A few days back I made some positive preliminary comments about Christian Smith's book The Bible Made Impossible, and his first section, debunking biblicism, is without doubt a case powerfully put.
But Smith must erect a new superstructure in its place, and here the disappointment bites bitterly. He hauls out the tired old supercessionist drivel that - literally - wants to read the Bible backward in the name of 'Christocentrism.'
Worse, Smith trots out theology's equivalent of the Addams Family in support: Goldingay, Stott, Packer, Vanhoozer, Bloesch, Berkouwer and, finally and inevitably, Karl Barth. In fact he devotes a whole section to singing Barth's praises.
Unless, Smith warns, "we are anticanonical hermeneutical nihilists, we must believe in some kind of internal biblical coherence or unity - despite the Bible having been written by many different authors who lived in highly divergent historical and cultural circumstances."
Yeah, right. And that coherence factor would be?
"If believers today want to rightly understand scripture, every narrative, every prayer, every proverb, every law, every Epistle needs likewise to be read and understood always and only in light of Jesus Christ and God reconciling the world to himself through him."
Every, every, every, every, every... Oh really?
And moreover: "we always read the Bible as committed trinitarians."
"From the Bible's account of the creation of the world in Genesis to its final consummation in Revelation, it is all and only about the work of God in time and space in the person of Jesus Christ for the redemption of the world."
"All and only"? Talk about a sweeping hermeneutic!
Having swept the hovel clean of the demon Biblicism, Smith wants to recruit some nice new ones to help pay the rent.
More on this next time.
I have been very interested in reading this book, thanks for the interesting commentaries. Trying to get my mind around this issue. The conservative evangelical church I was part of in the past held to both the inerrantist/fundamentalist view, and the backwards "christocentric" reading of the OT, both very tightly. It is interesting to see that Smith throws out one without the other, or as you said, he recruits a new one.

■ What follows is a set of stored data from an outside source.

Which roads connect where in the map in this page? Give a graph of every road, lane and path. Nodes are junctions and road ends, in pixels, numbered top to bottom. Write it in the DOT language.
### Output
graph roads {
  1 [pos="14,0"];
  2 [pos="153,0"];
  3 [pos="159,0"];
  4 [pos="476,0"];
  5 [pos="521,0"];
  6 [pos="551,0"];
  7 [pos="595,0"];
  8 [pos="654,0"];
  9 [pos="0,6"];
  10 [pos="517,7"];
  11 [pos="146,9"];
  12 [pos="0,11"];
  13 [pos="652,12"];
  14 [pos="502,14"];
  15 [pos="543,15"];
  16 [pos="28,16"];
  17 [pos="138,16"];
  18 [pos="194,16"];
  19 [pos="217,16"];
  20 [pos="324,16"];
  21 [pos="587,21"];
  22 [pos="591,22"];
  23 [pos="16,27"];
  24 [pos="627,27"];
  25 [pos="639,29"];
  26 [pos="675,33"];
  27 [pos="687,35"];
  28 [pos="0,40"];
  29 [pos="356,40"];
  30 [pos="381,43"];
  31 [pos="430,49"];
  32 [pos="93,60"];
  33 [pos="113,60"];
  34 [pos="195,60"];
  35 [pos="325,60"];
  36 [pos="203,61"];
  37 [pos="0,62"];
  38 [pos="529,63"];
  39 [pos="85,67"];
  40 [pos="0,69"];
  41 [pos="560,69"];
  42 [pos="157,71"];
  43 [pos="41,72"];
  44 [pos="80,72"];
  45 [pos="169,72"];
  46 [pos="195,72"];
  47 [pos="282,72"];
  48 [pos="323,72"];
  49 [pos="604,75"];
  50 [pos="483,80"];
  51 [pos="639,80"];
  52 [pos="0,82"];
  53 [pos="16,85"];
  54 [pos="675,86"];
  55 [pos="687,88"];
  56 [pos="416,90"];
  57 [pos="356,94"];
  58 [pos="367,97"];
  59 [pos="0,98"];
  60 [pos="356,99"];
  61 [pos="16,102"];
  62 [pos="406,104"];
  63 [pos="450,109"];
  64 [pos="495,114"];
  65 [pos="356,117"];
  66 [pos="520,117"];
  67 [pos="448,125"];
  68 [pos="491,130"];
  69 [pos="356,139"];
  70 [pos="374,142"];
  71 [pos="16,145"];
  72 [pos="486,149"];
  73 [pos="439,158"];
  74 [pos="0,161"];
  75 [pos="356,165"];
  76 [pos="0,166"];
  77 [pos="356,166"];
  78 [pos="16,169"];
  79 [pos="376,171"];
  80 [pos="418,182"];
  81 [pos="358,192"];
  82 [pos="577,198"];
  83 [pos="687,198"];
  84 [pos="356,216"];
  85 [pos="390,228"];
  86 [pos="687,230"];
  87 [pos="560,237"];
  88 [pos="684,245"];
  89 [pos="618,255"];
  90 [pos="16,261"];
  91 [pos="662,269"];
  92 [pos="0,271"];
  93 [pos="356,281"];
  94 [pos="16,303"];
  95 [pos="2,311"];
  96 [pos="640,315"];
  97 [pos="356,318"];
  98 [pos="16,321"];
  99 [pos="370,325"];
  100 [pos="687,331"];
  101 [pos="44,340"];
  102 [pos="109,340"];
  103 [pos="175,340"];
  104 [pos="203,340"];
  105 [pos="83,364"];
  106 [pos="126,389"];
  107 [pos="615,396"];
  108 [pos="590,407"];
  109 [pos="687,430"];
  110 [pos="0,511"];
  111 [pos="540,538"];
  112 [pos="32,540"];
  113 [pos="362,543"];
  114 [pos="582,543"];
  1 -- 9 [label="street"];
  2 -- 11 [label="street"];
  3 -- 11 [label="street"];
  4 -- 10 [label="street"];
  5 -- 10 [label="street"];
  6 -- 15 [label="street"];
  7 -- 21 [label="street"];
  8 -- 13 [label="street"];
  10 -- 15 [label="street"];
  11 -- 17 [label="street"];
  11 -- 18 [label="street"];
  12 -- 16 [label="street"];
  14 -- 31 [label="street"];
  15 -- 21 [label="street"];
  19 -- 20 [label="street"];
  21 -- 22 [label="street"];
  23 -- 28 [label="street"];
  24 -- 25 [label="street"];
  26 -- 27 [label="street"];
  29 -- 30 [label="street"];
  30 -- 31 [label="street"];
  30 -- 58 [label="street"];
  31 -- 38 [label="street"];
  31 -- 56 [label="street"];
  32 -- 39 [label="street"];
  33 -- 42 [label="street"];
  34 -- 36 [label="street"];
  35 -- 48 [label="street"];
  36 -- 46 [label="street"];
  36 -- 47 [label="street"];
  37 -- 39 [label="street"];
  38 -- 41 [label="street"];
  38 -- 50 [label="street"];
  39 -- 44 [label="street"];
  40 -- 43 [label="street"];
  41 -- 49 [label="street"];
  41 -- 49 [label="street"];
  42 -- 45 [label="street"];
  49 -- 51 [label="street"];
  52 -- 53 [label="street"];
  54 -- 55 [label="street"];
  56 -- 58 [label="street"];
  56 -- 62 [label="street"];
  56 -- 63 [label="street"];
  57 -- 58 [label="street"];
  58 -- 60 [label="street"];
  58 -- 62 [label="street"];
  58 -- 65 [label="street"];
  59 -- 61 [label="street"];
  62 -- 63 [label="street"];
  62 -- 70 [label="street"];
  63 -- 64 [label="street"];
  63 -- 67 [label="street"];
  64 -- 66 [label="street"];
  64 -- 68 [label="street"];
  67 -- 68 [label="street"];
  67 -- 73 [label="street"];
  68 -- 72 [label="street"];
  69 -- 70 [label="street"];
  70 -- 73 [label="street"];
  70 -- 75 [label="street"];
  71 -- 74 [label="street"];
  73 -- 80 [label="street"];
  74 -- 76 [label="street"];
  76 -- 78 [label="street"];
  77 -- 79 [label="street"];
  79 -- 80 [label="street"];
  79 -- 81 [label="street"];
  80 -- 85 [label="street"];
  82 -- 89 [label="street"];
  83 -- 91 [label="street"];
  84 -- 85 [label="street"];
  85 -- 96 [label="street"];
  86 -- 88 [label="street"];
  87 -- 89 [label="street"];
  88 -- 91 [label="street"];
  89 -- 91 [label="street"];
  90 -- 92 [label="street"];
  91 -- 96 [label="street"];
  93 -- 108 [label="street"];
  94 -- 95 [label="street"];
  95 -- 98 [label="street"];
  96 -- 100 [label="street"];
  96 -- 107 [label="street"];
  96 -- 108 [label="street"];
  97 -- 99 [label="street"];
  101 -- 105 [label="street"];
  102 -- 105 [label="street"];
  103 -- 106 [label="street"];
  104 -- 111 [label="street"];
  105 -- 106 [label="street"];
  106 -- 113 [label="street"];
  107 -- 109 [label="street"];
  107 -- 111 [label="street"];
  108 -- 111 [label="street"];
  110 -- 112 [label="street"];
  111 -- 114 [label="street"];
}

ReplyDeleteBoth views seem to hold an "authority of scripture" view over people's heads. Evangelicals giving up literalism seem very loath to depart from orthodoxy. Orthodoxy is the nub of the matter that communicates to other evangelicals if you are still in the tribe r not. Is it that reluctance to give up orthodoxy, or a fear of slipping into the abyss of incoherence that is at the root of the hermaneutic I wonder.
I've read 4-5 books written by evangelicals recently, all of them wanting to break out of the inerrancy strait-jacket. This is a positive development. Their scholars know that that position cannot be maintained.
ReplyDeleteThey seem to know they're treading on thin ice with their constituency, however, and that sometimes drives them to extremes in other directions in order to compensate for their apostasy on inerrancy.
I havent read this book, but you've summarized the essence of my struggle with narrative theology and the incarnational model...and why books like these that seek to dismantle inerrancy only serve to steer me further and further towards agnosticism (but I wish I could be less crtical!).
ReplyDeleteYes, believers have quite a problem. It is very easy to show the Bible is not inerrant. If the believers claim inerrancy, they can be made to look very foolish.
ReplyDeleteYet ... if they admit some parts of the Bible are not literally true, but are symbolic or meant only to teach a lesson or to make a point ... then they have a bigger problem. Then the problem is: where do you "draw the line"?
Yes, most reasonable people can agree that Lot's wife did not turn into a pillar of salt, Goliath was not 18 feet tall and Jesus did not cast a bunch of demons out of people and into pigs. Those are the easy ones. But ... did Moses really lead 2 million people out of Egypt? Archaelogists will tell you with 100% certainty, "no way did 2 million people spend 40 years in the Sinai desert". So ... how much is true and how much is not? Was it 1 million people? 10,000? 200? Nobody at all and Moses never existed and it's all made up? Who's to say?
Yes, it's a "slippery slope". Once some parts are not true, who's to say which parts?
Consider this: perhaps the bible is like modern day movies and TV shows, which are fiction but include much that is true. They are set in real places like New York or London, they ride real cars and talk about real countries, real wars, real leaders, etc. Yes, they contain a lot of truth. But of course we know they're fiction.